Roma - La Svizzera si
chiede a cosa serva iPad: solo una volta compreso ciò potrà calcolare la remunerazione per copia privata dovuta.
A dirlo sono gli stessi rappresentati dei detentori dei diritti (
société suisse pour les droits d'auterus, SUISA): "Per quanto riguarda iPad vogliamo osservare in che misura l'apparecchio sarà utilizzato per effettuare la copia privata di opere protette dal diritto d'autore". Fin quando, cioè, i cittadini svizzeri non ce l'avranno in mano, non potranno essere definite tariffe e compensi per gli autori: se questo, da un lato, genererebbe una disparità di trattamento tra le prime vendite e quelle successive, dall'altro permetterà di applicare la giusta tariffazione al prodotto.
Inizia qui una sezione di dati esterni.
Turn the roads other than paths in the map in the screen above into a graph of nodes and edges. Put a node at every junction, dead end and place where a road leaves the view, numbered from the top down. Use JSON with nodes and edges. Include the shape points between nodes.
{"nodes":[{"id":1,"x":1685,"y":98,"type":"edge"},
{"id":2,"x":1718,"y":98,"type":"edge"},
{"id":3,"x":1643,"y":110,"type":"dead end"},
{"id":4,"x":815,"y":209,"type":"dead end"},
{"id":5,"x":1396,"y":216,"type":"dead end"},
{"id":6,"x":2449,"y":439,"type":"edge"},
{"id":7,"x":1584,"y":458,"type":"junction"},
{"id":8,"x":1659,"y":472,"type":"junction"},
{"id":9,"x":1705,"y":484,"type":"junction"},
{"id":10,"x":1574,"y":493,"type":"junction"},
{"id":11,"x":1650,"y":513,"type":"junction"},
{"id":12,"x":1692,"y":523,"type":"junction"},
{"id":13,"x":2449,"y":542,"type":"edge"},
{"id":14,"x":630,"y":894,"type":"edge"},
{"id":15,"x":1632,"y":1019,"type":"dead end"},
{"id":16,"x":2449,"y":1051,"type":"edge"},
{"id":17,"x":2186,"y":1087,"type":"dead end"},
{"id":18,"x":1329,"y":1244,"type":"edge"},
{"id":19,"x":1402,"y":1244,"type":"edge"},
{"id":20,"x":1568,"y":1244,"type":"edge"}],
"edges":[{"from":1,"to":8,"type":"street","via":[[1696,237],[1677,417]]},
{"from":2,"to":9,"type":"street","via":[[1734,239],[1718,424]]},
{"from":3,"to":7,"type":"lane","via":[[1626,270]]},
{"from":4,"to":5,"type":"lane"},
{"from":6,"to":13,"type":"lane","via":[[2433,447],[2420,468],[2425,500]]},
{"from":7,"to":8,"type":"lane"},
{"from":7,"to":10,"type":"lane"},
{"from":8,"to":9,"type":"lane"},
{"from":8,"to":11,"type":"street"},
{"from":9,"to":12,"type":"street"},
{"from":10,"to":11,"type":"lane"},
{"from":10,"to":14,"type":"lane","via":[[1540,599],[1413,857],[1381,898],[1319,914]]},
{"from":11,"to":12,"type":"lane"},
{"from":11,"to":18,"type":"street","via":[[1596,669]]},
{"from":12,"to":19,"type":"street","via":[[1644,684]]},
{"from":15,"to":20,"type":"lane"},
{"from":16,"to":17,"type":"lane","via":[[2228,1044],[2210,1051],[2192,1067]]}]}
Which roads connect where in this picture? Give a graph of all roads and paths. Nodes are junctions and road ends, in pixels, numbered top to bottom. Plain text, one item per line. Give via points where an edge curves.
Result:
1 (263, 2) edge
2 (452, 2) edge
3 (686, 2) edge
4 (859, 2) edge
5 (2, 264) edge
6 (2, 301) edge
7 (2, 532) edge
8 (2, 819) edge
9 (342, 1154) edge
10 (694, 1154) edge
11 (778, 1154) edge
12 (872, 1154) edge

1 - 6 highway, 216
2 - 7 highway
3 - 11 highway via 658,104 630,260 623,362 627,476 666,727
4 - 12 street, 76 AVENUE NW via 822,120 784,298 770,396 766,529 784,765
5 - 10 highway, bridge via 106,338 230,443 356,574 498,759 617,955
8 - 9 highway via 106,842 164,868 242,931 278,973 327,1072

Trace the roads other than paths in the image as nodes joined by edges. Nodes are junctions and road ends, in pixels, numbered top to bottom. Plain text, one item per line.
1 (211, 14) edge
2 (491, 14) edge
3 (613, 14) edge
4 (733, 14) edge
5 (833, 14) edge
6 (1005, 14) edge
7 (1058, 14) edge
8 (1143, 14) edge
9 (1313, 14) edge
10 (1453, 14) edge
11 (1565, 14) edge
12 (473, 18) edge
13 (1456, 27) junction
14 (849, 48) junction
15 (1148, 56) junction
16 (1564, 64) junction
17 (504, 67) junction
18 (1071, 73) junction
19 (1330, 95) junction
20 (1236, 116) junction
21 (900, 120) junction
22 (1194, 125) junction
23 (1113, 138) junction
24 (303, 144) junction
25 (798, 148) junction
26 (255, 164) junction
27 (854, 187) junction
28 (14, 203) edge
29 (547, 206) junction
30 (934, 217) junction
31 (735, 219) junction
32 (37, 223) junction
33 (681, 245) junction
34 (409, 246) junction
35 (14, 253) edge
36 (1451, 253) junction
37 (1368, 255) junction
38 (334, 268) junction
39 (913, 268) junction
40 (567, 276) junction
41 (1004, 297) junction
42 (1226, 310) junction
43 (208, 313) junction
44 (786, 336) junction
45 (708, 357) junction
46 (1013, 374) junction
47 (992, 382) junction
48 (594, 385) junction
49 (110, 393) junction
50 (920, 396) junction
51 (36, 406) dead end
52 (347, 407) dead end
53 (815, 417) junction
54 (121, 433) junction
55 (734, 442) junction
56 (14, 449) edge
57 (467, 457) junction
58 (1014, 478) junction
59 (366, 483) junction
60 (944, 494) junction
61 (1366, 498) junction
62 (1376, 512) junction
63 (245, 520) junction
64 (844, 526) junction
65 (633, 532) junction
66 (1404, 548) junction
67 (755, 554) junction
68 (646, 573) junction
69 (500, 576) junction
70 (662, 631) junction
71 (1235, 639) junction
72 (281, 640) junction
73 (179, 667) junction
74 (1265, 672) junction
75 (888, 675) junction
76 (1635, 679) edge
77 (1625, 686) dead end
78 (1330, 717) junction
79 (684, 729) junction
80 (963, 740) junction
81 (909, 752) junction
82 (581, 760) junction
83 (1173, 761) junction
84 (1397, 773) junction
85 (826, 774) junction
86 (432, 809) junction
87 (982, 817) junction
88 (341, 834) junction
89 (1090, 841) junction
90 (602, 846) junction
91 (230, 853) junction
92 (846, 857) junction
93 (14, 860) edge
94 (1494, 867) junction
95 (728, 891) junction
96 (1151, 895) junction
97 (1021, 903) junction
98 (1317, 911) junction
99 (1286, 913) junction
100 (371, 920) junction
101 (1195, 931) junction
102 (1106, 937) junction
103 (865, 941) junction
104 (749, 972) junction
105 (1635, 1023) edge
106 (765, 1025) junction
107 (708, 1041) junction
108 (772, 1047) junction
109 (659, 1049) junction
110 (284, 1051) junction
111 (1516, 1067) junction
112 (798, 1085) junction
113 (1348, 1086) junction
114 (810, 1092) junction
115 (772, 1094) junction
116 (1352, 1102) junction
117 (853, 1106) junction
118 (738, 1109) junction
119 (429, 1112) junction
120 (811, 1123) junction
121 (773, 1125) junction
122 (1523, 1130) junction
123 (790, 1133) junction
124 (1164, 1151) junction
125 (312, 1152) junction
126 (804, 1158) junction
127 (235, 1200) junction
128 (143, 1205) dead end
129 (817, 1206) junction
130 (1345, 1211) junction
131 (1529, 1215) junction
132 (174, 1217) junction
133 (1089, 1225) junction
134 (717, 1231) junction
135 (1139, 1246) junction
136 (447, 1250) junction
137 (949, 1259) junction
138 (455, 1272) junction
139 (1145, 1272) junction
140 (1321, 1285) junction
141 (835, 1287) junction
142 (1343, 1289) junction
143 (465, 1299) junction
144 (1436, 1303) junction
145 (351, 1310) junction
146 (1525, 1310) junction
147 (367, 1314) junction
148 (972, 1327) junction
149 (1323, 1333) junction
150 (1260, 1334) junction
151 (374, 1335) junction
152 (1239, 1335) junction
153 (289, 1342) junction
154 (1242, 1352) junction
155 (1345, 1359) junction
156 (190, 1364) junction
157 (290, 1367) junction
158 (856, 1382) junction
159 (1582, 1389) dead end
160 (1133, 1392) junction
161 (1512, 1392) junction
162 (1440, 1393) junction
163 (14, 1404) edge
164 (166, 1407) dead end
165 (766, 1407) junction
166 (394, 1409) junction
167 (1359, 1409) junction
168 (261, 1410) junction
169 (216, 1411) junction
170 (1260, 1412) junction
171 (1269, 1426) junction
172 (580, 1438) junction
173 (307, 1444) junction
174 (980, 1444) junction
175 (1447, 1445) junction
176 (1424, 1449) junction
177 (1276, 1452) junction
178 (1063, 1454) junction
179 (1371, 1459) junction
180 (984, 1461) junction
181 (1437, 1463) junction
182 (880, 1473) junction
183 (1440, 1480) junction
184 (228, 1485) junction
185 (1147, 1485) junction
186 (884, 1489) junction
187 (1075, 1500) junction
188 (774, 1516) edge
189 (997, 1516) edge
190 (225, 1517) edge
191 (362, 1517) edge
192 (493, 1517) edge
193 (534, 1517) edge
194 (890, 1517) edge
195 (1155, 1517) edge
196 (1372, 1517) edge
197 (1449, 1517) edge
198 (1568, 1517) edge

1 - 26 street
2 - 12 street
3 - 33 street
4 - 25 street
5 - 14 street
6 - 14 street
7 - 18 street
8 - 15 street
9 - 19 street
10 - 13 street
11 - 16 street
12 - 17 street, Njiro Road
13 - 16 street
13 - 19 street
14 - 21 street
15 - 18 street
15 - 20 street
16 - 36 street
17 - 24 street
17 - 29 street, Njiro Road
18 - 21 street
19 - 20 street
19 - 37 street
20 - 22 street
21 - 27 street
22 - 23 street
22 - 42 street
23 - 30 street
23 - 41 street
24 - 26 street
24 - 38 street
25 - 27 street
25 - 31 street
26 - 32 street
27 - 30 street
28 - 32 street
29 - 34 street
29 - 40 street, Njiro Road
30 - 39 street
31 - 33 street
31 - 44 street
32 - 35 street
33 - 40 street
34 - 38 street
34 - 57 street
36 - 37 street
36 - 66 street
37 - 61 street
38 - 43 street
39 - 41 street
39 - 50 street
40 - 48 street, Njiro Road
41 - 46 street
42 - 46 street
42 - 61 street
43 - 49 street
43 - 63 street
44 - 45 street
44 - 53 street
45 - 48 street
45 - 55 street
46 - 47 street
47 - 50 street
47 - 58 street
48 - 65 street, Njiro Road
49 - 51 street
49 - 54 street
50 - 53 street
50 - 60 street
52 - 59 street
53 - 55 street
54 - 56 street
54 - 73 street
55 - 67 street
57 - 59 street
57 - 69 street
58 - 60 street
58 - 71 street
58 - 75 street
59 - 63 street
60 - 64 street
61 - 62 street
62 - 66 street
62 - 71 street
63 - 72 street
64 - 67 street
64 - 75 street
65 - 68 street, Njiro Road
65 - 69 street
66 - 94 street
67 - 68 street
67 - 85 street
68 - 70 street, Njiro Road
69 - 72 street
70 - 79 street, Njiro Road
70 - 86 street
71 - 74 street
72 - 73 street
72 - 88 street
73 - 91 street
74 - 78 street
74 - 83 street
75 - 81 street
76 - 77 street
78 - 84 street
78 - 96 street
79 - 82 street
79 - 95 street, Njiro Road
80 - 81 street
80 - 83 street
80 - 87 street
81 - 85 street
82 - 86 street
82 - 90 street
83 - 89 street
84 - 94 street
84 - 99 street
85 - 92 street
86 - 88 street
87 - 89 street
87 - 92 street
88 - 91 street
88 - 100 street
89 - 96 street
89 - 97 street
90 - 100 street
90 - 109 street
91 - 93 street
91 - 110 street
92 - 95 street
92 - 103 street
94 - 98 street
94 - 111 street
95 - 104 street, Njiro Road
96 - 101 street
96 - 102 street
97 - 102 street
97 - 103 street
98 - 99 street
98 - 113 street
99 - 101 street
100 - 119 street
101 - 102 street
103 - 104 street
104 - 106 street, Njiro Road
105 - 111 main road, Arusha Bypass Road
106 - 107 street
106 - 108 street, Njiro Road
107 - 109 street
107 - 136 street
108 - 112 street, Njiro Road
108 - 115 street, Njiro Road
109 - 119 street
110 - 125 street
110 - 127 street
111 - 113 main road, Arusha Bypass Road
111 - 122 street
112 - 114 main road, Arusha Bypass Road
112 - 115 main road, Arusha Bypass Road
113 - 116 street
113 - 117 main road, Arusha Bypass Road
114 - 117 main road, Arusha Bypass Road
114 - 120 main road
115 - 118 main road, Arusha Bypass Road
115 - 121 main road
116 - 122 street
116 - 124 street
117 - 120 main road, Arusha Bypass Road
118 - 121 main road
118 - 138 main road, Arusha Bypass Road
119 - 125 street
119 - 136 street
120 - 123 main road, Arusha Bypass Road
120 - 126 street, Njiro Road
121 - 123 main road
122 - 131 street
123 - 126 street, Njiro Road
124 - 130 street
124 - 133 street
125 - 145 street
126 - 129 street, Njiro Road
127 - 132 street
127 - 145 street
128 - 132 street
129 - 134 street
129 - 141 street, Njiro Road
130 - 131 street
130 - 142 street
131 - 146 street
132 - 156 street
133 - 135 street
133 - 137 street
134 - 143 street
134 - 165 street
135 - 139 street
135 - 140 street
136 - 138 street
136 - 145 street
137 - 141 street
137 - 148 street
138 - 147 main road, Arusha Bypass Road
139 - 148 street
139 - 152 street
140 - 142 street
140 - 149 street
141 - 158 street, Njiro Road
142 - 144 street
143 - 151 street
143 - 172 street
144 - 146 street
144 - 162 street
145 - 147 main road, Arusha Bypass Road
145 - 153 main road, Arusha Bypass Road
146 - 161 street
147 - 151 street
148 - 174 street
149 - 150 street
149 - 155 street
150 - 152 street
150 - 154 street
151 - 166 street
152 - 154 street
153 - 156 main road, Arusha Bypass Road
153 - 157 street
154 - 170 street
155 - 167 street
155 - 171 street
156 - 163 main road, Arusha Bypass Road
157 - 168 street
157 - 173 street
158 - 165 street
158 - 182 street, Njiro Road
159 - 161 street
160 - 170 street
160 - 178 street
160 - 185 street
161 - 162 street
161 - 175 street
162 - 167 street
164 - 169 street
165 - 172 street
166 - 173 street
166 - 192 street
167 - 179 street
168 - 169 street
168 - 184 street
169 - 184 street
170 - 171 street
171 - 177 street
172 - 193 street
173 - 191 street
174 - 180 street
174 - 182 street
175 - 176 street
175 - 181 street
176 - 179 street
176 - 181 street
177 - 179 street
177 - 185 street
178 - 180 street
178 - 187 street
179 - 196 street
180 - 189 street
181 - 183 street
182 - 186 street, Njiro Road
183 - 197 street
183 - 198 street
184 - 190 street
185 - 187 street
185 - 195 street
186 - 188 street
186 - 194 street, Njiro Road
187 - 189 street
In Francia, al contrario, i detentori dei diritti hanno richiesto che fin da subito l'equo compenso sia
esteso anche al nuovo nuovo prodotto Apple, che finora non è stato possibile ricollegare a categorie tecnologiche preesistenti.
Il concetto di tablet, d'altronde, non è arrivato ancora alle orecchie dei legislatori: è quindi ancora idealmente sospeso tra smartphone e notebook.